Avançant et reculant pour voir l’ensemble et le détail des tableaux, il s'effectue corporellement le même travail qu’un zoom photographique. Leur interrogation ne porte pas sur l’identification de ce qu’ils voient, car il s’agit de réalités que tout le monde reconnaît d’emblée, les ayant déjà vues dans la vie quotidienne (un vieux banc, une serre abandonnée, le fronton d’une cheminée en marbre, un bouquet de roses, un ruisselet bondissant, un paysage d’hiver), ou dans des reportages (une vénérable forêt japonaise, la statue exotique d’un Bouddha, le frais brouillard d’une grotte votive en Asie), voire dans des fictions ou des rêves (par exemple un défilé de saltimbanques accompagnés d’animaux fantastiques).

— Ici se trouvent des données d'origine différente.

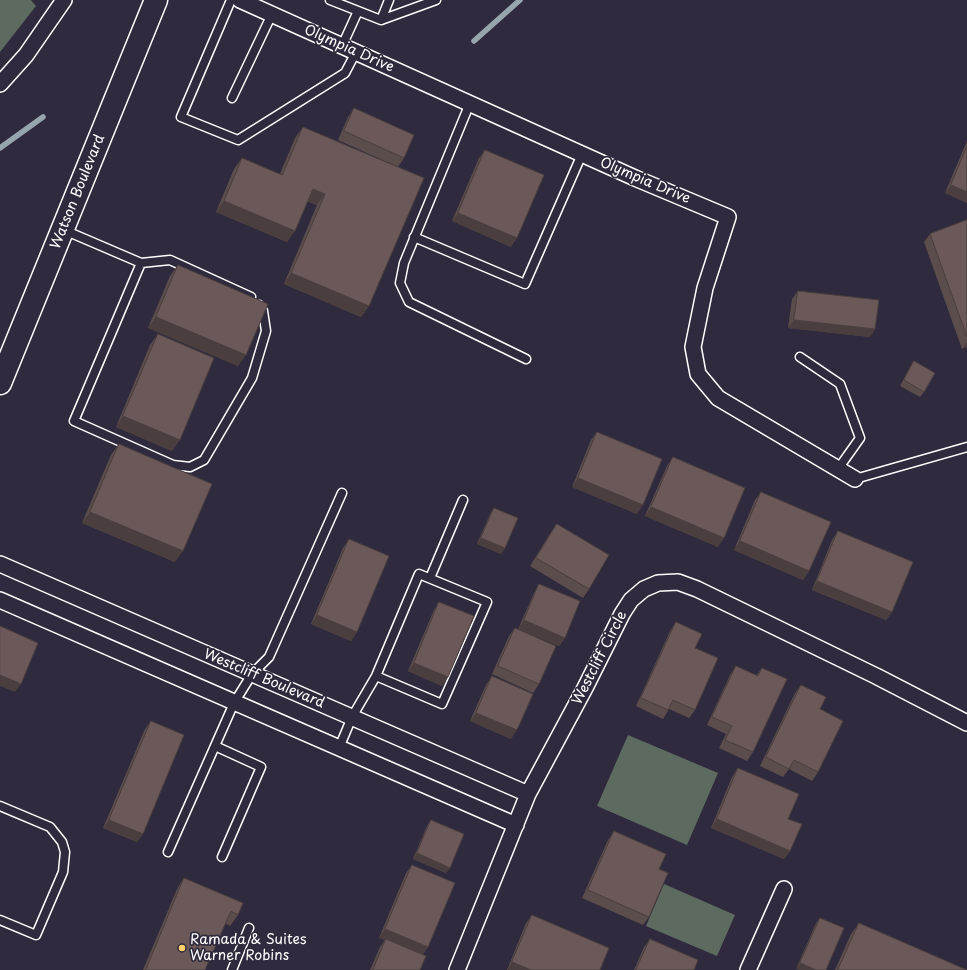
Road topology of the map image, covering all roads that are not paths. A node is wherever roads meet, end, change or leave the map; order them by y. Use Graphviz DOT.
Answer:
graph roads {
  1 [pos="64,0"];
  2 [pos="156,0"];
  3 [pos="231,0"];
  4 [pos="240,0"];
  5 [pos="330,0"];
  6 [pos="389,0"];
  7 [pos="436,0"];
  8 [pos="358,11"];
  9 [pos="272,14"];
  10 [pos="381,20"];
  11 [pos="349,49"];
  12 [pos="0,84"];
  13 [pos="232,98"];
  14 [pos="470,103"];
  15 [pos="582,154"];
  16 [pos="63,229"];
  17 [pos="414,237"];
  18 [pos="141,263"];
  19 [pos="800,357"];
  20 [pos="526,359"];
  21 [pos="0,383"];
  22 [pos="967,447"];
  23 [pos="838,470"];
  24 [pos="855,479"];
  25 [pos="342,493"];
  26 [pos="463,500"];
  27 [pos="0,564"];
  28 [pos="430,578"];
  29 [pos="0,600"];
  30 [pos="252,674"];
  31 [pos="376,676"];
  32 [pos="234,703"];
  33 [pos="352,717"];
  34 [pos="967,724"];
  35 [pos="215,746"];
  36 [pos="339,748"];
  37 [pos="528,794"];
  38 [pos="0,806"];
  39 [pos="516,825"];
  40 [pos="168,852"];
  41 [pos="222,857"];
  42 [pos="784,889"];
  43 [pos="0,920"];
  44 [pos="249,928"];
  45 [pos="232,970"];
  46 [pos="457,970"];
  47 [pos="748,970"];
  1 -- 12 [label="street"];
  2 -- 16 [label="main road, Watson Boulevard"];
  3 -- 11 [label="lane"];
  4 -- 9 [label="street, Olympia Drive"];
  5 -- 8 [label="lane"];
  6 -- 10 [label="lane"];
  7 -- 10 [label="lane"];
  8 -- 10 [label="lane"];
  8 -- 11 [label="lane"];
  9 -- 11 [label="street, Olympia Drive"];
  9 -- 13 [label="lane"];
  11 -- 14 [label="street, Olympia Drive"];
  14 -- 15 [label="street, Olympia Drive"];
  14 -- 17 [label="lane"];
  15 -- 17 [label="lane"];
  15 -- 23 [label="street, Olympia Drive"];
  16 -- 18 [label="lane"];
  16 -- 21 [label="main road, Watson Boulevard"];
  17 -- 20 [label="lane"];
  18 -- 18 [label="lane"];
  19 -- 23 [label="lane"];
  22 -- 24 [label="lane"];
  23 -- 24 [label="street, Olympia Drive"];
  25 -- 30 [label="lane"];
  26 -- 28 [label="lane"];
  27 -- 30 [label="street, Westcliff Boulevard"];
  28 -- 31 [label="lane"];
  28 -- 31 [label="lane"];
  29 -- 32 [label="street"];
  30 -- 32 [label="lane"];
  30 -- 33 [label="street, Westcliff Boulevard"];
  31 -- 33 [label="lane"];
  32 -- 35 [label="lane"];
  32 -- 36 [label="street"];
  33 -- 36 [label="lane"];
  33 -- 37 [label="street, Westcliff Boulevard"];
  34 -- 37 [label="street, Westcliff Circle"];
  35 -- 40 [label="lane"];
  35 -- 41 [label="lane"];
  36 -- 39 [label="street"];
  37 -- 39 [label="street, Westcliff Circle"];
  38 -- 43 [label="lane"];
  39 -- 46 [label="street, Westcliff Circle"];
  42 -- 47 [label="street"];
  44 -- 45 [label="lane"];
}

Mais cette immédiateté de l’identification se trouve comme contrariée par la mise en valeur discrète (grâce à une savante composition) d’un élément, d’un éclairage, d’une couleur, d’une disproportion ou d’une paradoxale association d’idées, qui introduit une incongruité dont s’étonne l'observateur : quel est cet étrange éclairage bleuté du vieux banc ? D’où viennent ces rayons solaires illuminant l’un la forêt japonaise et l’autre le dos d’un Bouddha doré ? Qui emprunte le microscopique escalier accroché comme à une falaise au fronton de la cheminée de marbre ? De quel espace-temps insoupçonné les saltimbanques font-ils irruption dans notre ici et maintenant ? Où est le tableau : est-il la représentation de la serre (ou du bouquet de roses) ou le tableau qui contient en trompe-l’œil cette illusion de tableau interagissant avec le tableau réel qui la porte et la nourrit, voire parfois s'en anime lui aussi ?

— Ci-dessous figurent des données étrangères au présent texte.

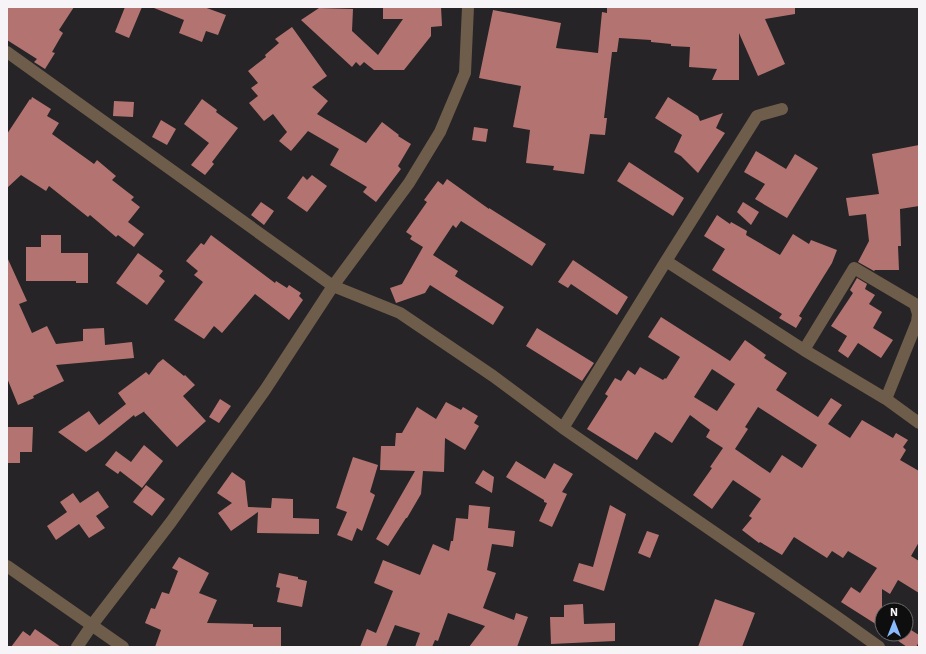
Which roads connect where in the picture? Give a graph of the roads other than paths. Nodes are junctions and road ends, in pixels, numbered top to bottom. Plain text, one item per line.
1 (468, 7) edge
2 (7, 52) edge
3 (782, 109) dead end
4 (666, 261) junction
5 (333, 286) junction
6 (804, 350) junction
7 (886, 399) junction
8 (919, 423) edge
9 (563, 428) junction
10 (7, 566) edge
11 (92, 625) junction
12 (77, 647) edge
13 (123, 647) edge
14 (879, 647) edge

1 - 5 street
2 - 5 street
3 - 4 street
4 - 6 street
4 - 9 street
5 - 9 street
5 - 11 street
6 - 7 street
6 - 7 street
7 - 8 street
9 - 14 street
10 - 11 street
11 - 12 street
11 - 13 street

Voilà de quoi y regarder de plus près, d’autant que cette peinture magicienne génère aussi des sons dans les têtes de son public (le souffle du vent, les flonflons joyeux d’une fanfare, le gazouillis harmonieux d’un ruisselet), de même qu’elle y génère des senteurs, des chaleurs et des froidures, des ambiances humides de sous-bois ou de grottes, et qu’elle fait ressentir le contraste entre le grumeleux d’une pierre et le soyeux de la mousse qui la recouvre.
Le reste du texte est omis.